Total cellular RNA was isolated using TRIzol reagent (Invitrogen) and was reverse transcribed using M-MLV Reverse Transcriptase (Promega, Madison, WI, USA) according to the manufacturer’s protocol. GAPDH was used as an invariant housekeeping gene internal control. Quantitative PCR was performed using primers as follows: (1) G6PD-sense, 5′-TGACCTGGCCAAGAAGAAGA-3′ and G6PD-antisense, 5′-CAAAGAAGTCCTCCAGCTTG-3′; (2) Nqo1-sense, 5′-GGAGAGTTTGCTTACACTTACGC-3′ and Nqo1-antisense, 5′-AGTGGTGATGGAAAGCACTGCCTTC-3′; (3) Gstm1-sense, 5′-TGCCCATGATACTGGGGTA-3′ and Gstm1-antisense, 5′-GCCACTGGCTTCTG-TCATAAT-3′; (4) Cyp2a5-sense, 5′-ACCAAGGACACCAAGTTTCG-3′ and Cyp2a5-antisense, 5′-AGAGCCCAGCATAGGAAACA-3′; (5) GAPDH-sense, 5′-GGAGCCAAAAGGGTCATCATCT-3′ and GAPDH-antisense, 5′-GAGGAGCCATCCACAGTCTTCT-3′.

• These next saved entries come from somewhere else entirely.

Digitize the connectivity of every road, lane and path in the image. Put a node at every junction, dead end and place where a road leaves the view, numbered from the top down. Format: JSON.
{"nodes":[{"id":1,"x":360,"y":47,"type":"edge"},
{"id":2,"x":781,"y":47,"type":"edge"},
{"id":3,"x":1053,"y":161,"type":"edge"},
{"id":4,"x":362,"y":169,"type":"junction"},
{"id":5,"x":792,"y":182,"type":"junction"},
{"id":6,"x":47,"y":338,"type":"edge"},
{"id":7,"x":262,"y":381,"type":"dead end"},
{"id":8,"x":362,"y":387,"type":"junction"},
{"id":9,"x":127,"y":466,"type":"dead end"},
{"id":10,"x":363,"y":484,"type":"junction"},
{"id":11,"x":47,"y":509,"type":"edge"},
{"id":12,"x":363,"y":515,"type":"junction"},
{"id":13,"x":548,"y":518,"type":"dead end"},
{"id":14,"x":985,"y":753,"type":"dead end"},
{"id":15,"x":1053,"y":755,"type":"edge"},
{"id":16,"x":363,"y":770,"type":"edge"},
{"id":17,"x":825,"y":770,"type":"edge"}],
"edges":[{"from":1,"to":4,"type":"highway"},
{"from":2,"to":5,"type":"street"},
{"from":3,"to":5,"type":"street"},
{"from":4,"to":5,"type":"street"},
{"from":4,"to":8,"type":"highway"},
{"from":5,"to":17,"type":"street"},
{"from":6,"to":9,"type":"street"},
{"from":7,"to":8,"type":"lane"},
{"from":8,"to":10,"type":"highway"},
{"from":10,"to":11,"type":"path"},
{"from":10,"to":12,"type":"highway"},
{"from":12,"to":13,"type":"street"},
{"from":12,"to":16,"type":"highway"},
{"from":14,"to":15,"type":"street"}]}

Cell proliferation and colony formation assay

HBx-GFP cell lines were transfected with shRNAs as indicated in the figure legends, and shRNA-expressing cells were selected in medium containing puromycin for 3 weeks. For cell proliferation assay, the cells were seeded in 24-well plates in triplicate at a density of 2000 cells per well in 0.5 ml of medium. Cell number at the indicated time points was determined by counting using a haemocytometer. Colony formation assay in soft agar was performed as previously described.37 Briefly, 5 × 103 cells per well were resuspended in DMEM containing 0.3% agar. Then, the suspension was laid over DMEM containing 0.5% agar in each of the triplicate wells of a 6-well plate. The plates were incubated for 14 days in a 5% CO2 incubator at 37 °C, with replenishment of medium every 3 days. Colonies were imaged using Nikon ECLIPSE TI microscopy and colonies in three randomly chosen fields per well were counted for quantification.

Statistical analysis

All data were presented as means±S.E.M. Statistical significance of the differences in the experimental data was determined using the Student's t-test. Differences were considered as significant at values of P<0.05.